Est-ce que tu m’aimes ?

Tu vis à Sainte Énimie un petit village de Lozère, dans les gorges du Tarn. Ton gentilé est Santrimiols ». Interne au lycée LEGTPA de la Lozère – Site Louis Pasteur, tes parents tiennent une ferme et produisent principalement de la laine et du fromage de brebis, mais aussi accueillent des touristes en maison d’hôtes. Jeune fille de 17 ans, demoiselle, tu transportes comme un parfum sauvage, l’odeur des bergeries. Tu es douée pour la poésie, l’histoire, l’anglais et les sciences naturelles. L’été, tu aimes à mener les brebis en pâture sur les hauts des plateaux. Tu rêves et par là tu es une excellente bergère. Les brebis aiment à suivre les rêveurs et les rêveuses, c’est comme une lueur dans leur brume de conscience animale. Cette année est ta dernière au lycée. Il te faudra bientôt choisir une voie. Une autoroute ? Une route départementale ? Un chemin communal ? Ou alors un sentier presque imperceptible, inattendu ?

Oui, c’est au sentier que tu penses ce vendredi soir.
Elle t’est apparue au dimanche de Pâques. Elle était sur le banc derrière à deux mètres de toi dans la petite église lumineuse et bien rangée. Tu la sentis d’abord dans ton corps. Sur ton flanc en dessous de ton sein droit, une chaleur apaisante se diffusait dans la région du foie.
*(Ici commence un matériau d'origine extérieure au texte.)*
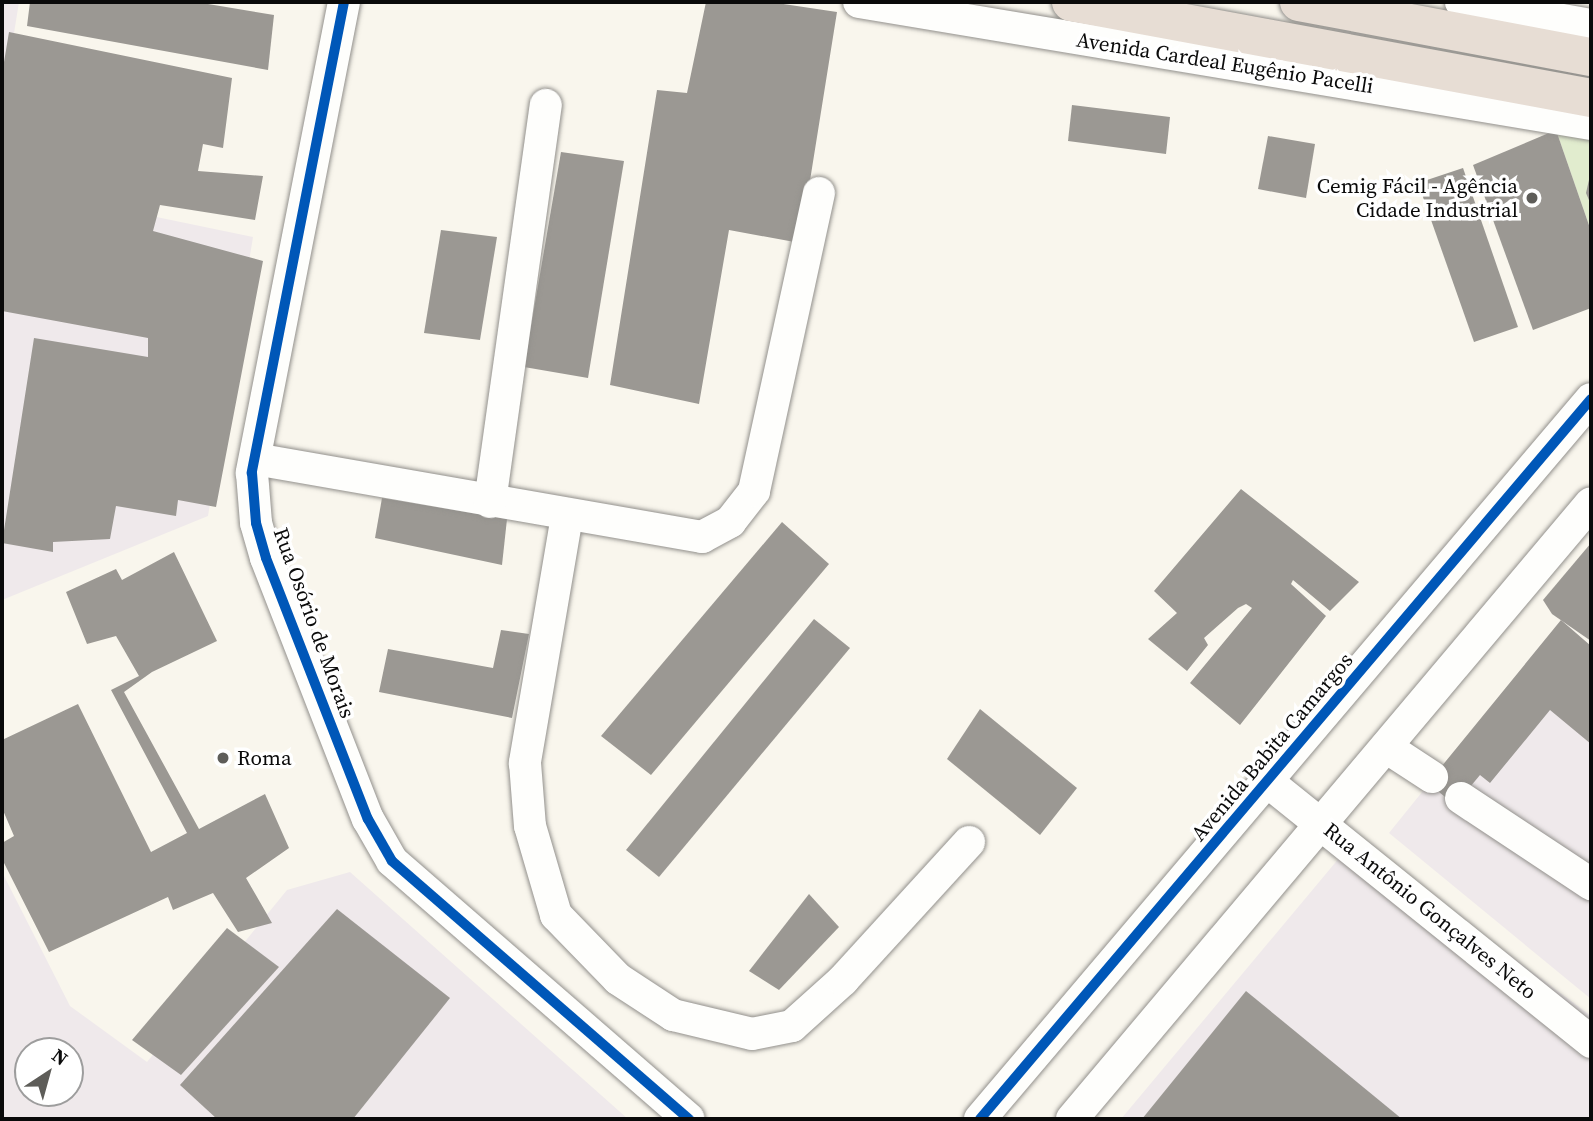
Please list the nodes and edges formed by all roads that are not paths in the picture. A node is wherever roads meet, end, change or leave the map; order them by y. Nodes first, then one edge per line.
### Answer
1 (344, 2) edge
2 (859, 2) edge
3 (1071, 2) edge
4 (1299, 2) edge
5 (1461, 2) edge
6 (1591, 26) edge
7 (1591, 57) edge
8 (1591, 98) edge
9 (546, 105) dead end
10 (1591, 124) edge
11 (819, 194) dead end
12 (1591, 399) edge
13 (255, 459) junction
14 (490, 502) junction
15 (1591, 503) edge
16 (567, 516) junction
17 (1386, 747) junction
18 (1433, 778) dead end
19 (1268, 782) junction
20 (1461, 798) dead end
21 (1322, 824) junction
22 (969, 842) dead end
23 (1591, 884) edge
24 (1591, 1042) edge
25 (689, 1119) edge
26 (980, 1119) edge
27 (1072, 1119) edge

1 - 13 street, Rua Osório de Morais
2 - 10 street, Avenida Cardeal Eugênio Pacelli
3 - 8 highway, Avenida Cardeal Eugênio Pacelli
4 - 7 highway
5 - 6 street
9 - 14 street
11 - 16 street
12 - 19 street, Avenida Babita Camargos
13 - 14 street
13 - 25 street, Rua Osório de Morais
14 - 16 street
15 - 17 street
16 - 22 street
17 - 18 street
17 - 21 street
19 - 21 street, Rua Antônio Gonçalves Neto
19 - 26 street, Avenida Babita Camargos
20 - 23 street
21 - 24 street, Rua Antônio Gonçalves Neto
21 - 27 street

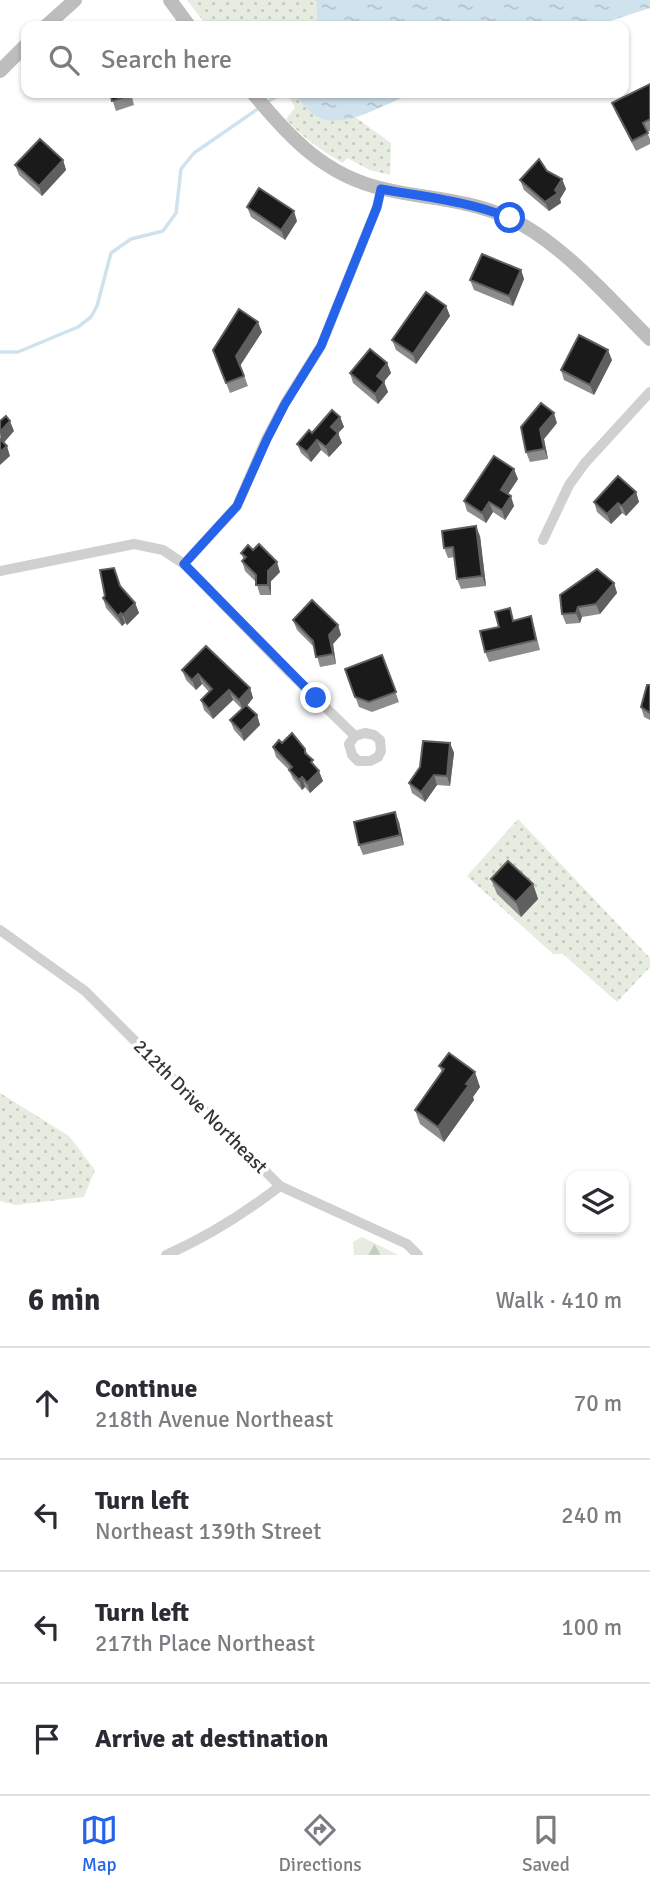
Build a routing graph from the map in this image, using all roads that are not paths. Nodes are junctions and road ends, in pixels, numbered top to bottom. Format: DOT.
graph roads {
  1 [pos="75,0"];
  2 [pos="170,0"];
  3 [pos="52,21"];
  4 [pos="186,21"];
  5 [pos="21,51"];
  6 [pos="0,71"];
  7 [pos="257,98"];
  8 [pos="381,189"];
  9 [pos="650,339"];
  10 [pos="650,392"];
  11 [pos="543,540"];
  12 [pos="184,564"];
  13 [pos="0,571"];
  14 [pos="355,736"];
  15 [pos="0,930"];
  16 [pos="281,1186"];
  17 [pos="166,1255"];
  18 [pos="418,1255"];
  1 -- 3 [label="street"];
  2 -- 4 [label="street"];
  5 -- 6 [label="street"];
  7 -- 8 [label="street"];
  8 -- 9 [label="street"];
  8 -- 12 [label="street"];
  10 -- 11 [label="street"];
  12 -- 13 [label="street"];
  12 -- 14 [label="street"];
  15 -- 16 [label="street, 212th Drive Northeast"];
  16 -- 17 [label="street"];
  16 -- 18 [label="street, 212th Drive Northeast"];
}
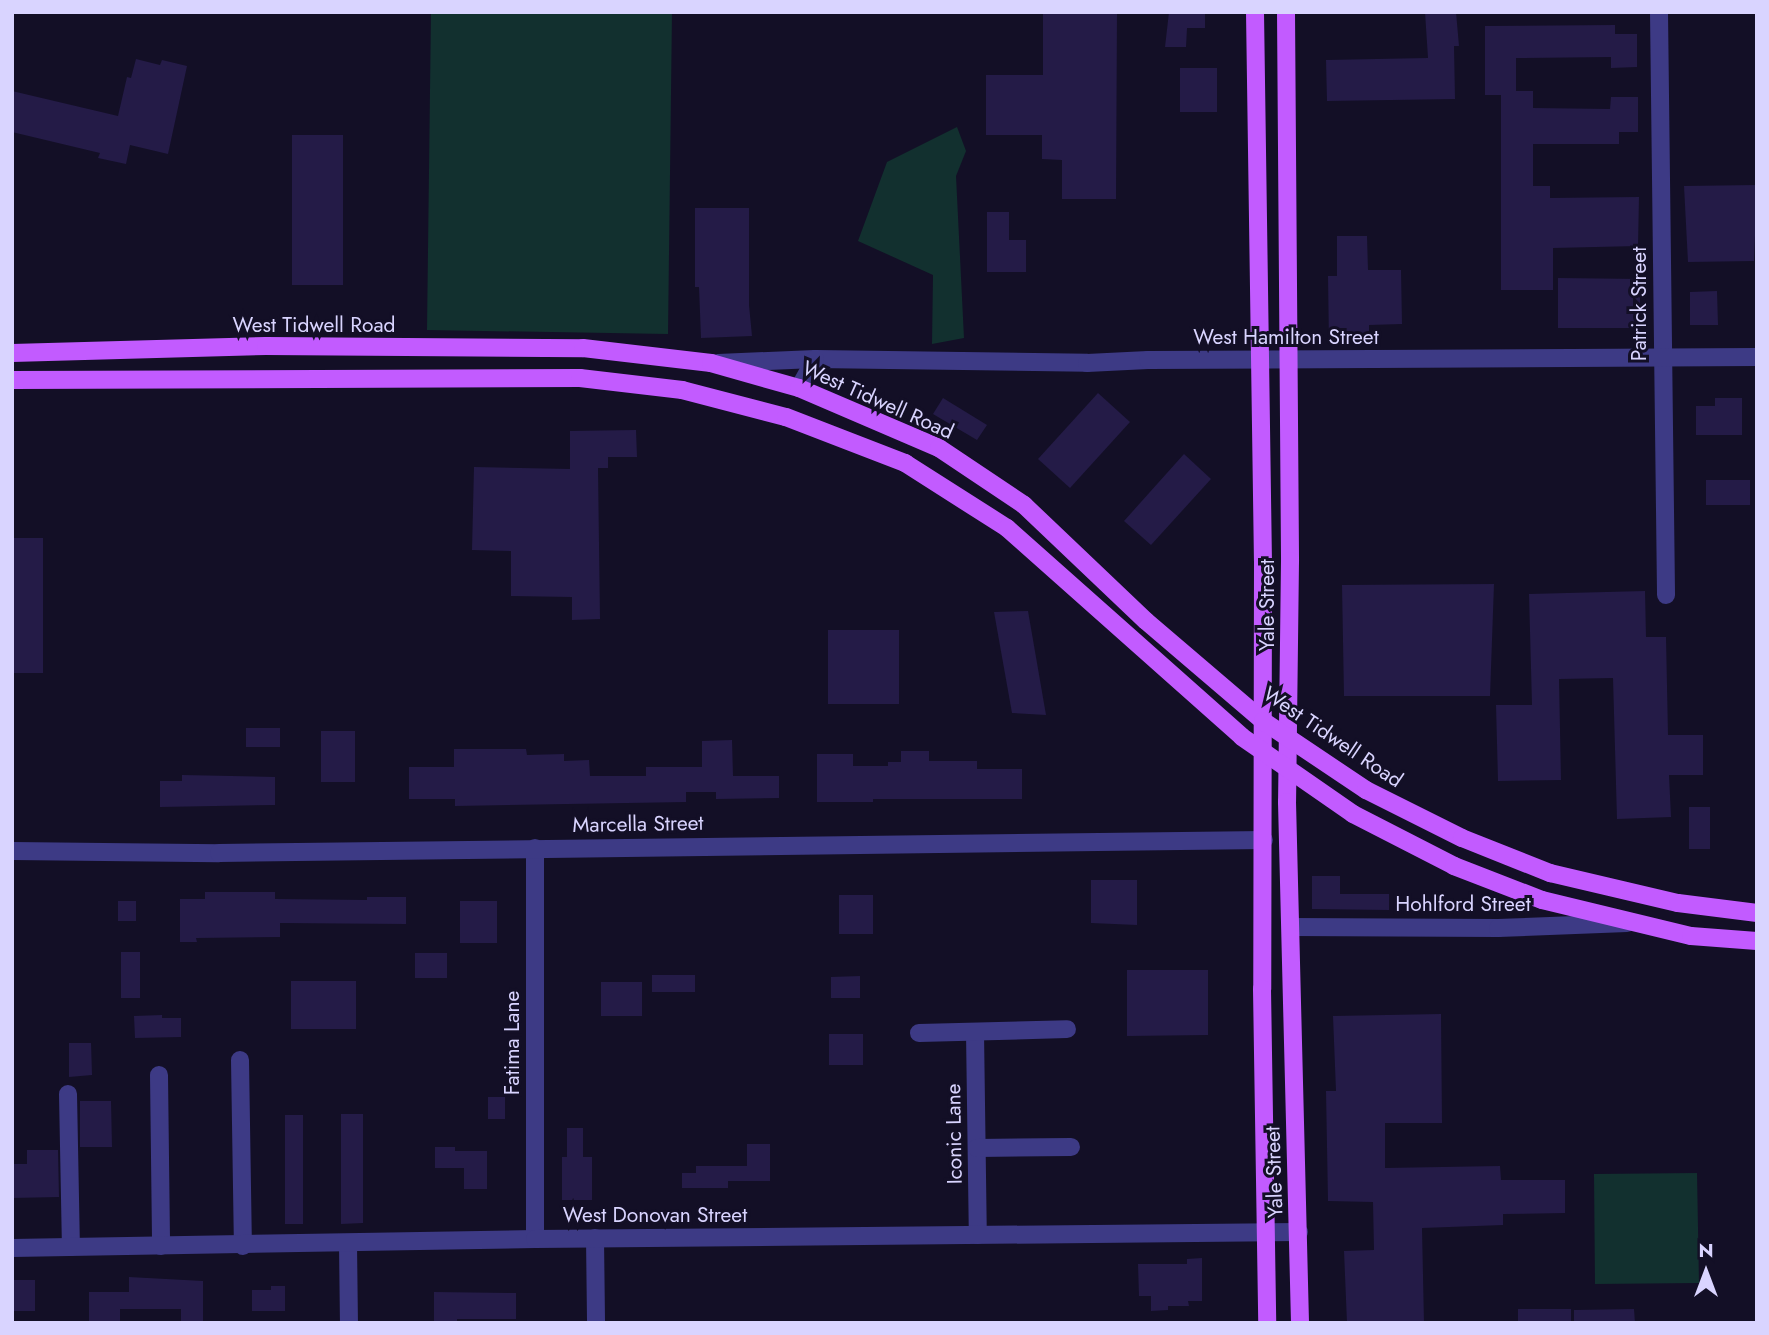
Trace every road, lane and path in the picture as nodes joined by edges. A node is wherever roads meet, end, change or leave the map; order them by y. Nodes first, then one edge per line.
1 (1255, 12) edge
2 (1286, 12) edge
3 (1659, 12) edge
4 (1255, 61) junction
5 (1286, 61) junction
6 (266, 346) junction
7 (524, 347) junction
8 (12, 353) edge
9 (1757, 357) edge
10 (1662, 358) junction
11 (816, 359) junction
12 (1259, 360) junction
13 (1287, 360) junction
14 (711, 363) junction
15 (265, 378) junction
16 (525, 378) junction
17 (12, 380) edge
18 (799, 388) junction
19 (786, 417) junction
20 (1050, 532) junction
21 (1030, 550) junction
22 (1263, 561) junction
23 (1290, 561) junction
24 (1666, 595) dead end
25 (1263, 721) junction
26 (1289, 739) junction
27 (1263, 754) junction
28 (1289, 769) junction
29 (1264, 840) junction
30 (534, 848) junction
31 (12, 851) edge
32 (1550, 873) junction
33 (1542, 900) junction
34 (1757, 913) edge
35 (1635, 923) junction
36 (1291, 927) junction
37 (1757, 941) edge
38 (1067, 1029) dead end
39 (975, 1032) junction
40 (919, 1033) dead end
41 (240, 1060) dead end
42 (159, 1076) dead end
43 (68, 1094) dead end
44 (1071, 1147) dead end
45 (976, 1148) junction
46 (1267, 1232) junction
47 (1299, 1232) junction
48 (978, 1235) junction
49 (595, 1238) junction
50 (534, 1239) junction
51 (348, 1244) junction
52 (160, 1246) junction
53 (243, 1246) junction
54 (71, 1247) junction
55 (12, 1248) edge
56 (349, 1323) edge
57 (596, 1323) edge
58 (1267, 1323) edge
59 (1300, 1323) edge

1 - 4 main road, Yale Street
2 - 5 main road, Yale Street
3 - 10 street, Patrick Street
4 - 5 main road
4 - 12 main road, Yale Street
5 - 13 main road, Yale Street
6 - 7 main road, West Tidwell Road
6 - 8 main road, West Tidwell Road
6 - 15 main road
7 - 14 main road, West Tidwell Road
7 - 16 main road
9 - 10 street, West Hamilton Street
10 - 13 street, West Hamilton Street
10 - 24 street, Patrick Street
11 - 12 street, West Hamilton Street
11 - 14 street, West Hamilton Street
11 - 18 street
12 - 13 street, West Hamilton Street
12 - 22 main road, Yale Street
13 - 23 main road, Yale Street
14 - 18 main road, West Tidwell Road
15 - 16 main road
15 - 17 main road
16 - 19 main road
18 - 19 main road
18 - 20 main road, West Tidwell Road
19 - 21 main road
20 - 21 main road
20 - 25 main road, West Tidwell Road
21 - 27 main road
22 - 23 main road
22 - 25 main road, Yale Street
23 - 26 main road, Yale Street
25 - 26 main road, West Tidwell Road
25 - 27 main road, Yale Street
26 - 28 main road, Yale Street
26 - 32 main road, West Tidwell Road
27 - 28 main road
27 - 29 main road, Yale Street
28 - 33 main road
28 - 36 main road, Yale Street
29 - 30 street, Marcella Street
29 - 46 main road, Yale Street
30 - 31 street, Marcella Street
30 - 50 street, Fatima Lane
32 - 33 main road
32 - 34 main road, West Tidwell Road
33 - 35 main road
35 - 36 street, Hohlford Street
35 - 37 main road
36 - 47 main road, Yale Street
38 - 39 street
39 - 40 street
39 - 45 street, Iconic Lane
41 - 53 street
42 - 52 street
43 - 54 street
44 - 45 street
45 - 48 street, Iconic Lane
46 - 47 street, West Donovan Street
46 - 48 street, West Donovan Street
46 - 58 main road, Yale Street
47 - 59 main road, Yale Street
48 - 49 street, West Donovan Street
49 - 50 street, West Donovan Street
49 - 57 street
50 - 51 street, West Donovan Street
51 - 53 street, West Donovan Street
51 - 56 street
52 - 53 street, West Donovan Street
52 - 54 street, West Donovan Street
54 - 55 street, West Donovan Street

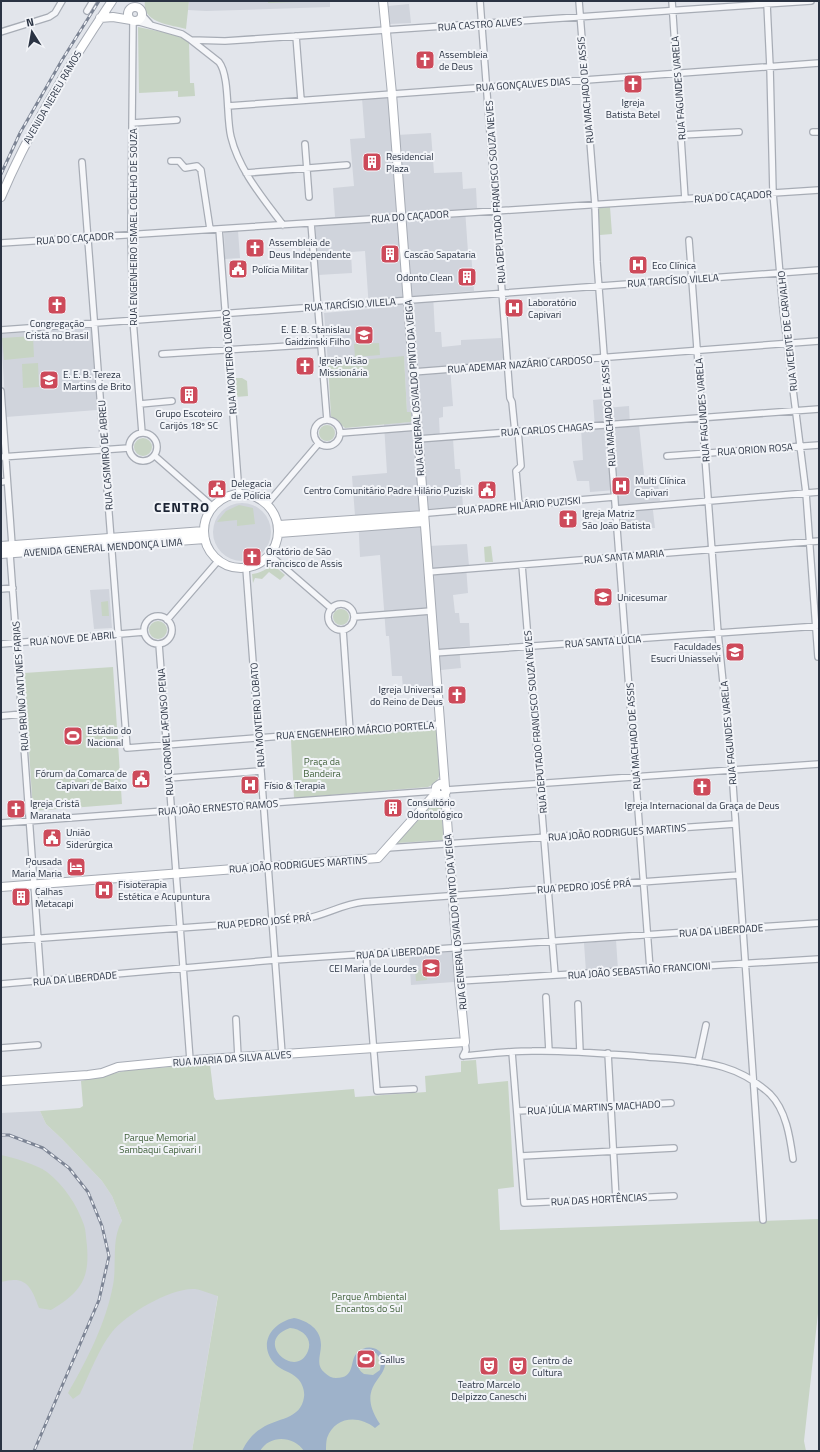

Tu t’es retournée à peine, délicatement, imperceptiblement. Et tu l’as vue. Grande, svelte, une robe longue et volante. Son écoute des textes l’a plongée au plus profond pour faire jaillir cette source de lumière que tu avais ressentis. Elle s’est doucement tournée vers toi, et ses yeux t’ont vu.
Toute la cérémonie, vous avez baignées dans cette lumière d’âme de deux sœurs qui s’étaient perdues et qui se sont retrouvées. Vous êtes sorties l’une derrière l’autre et vous vous êtes offert un dernier regard. Quelque chose en toi s’était renversé. Comme Marie Madeleine, tu t’étais retournée une deuxième fois.
Tu sais où tu vis, tu sais les états de nature, tu sais le regard des gens dans ton village et ailleurs. Tu sais tout cela. Et tu sais comment se nomme ce que tu viens de ressentir. Tu connais les livres de Sapho sur l’ile de Lesbos, et tu en aimes la poésie comme celle de Mauriac ou Giono. Tu ne ressens pas d’attirance particulière pour tes sœurs, et des frères croisés et rencontrés ont ému ton corps. Mais là ?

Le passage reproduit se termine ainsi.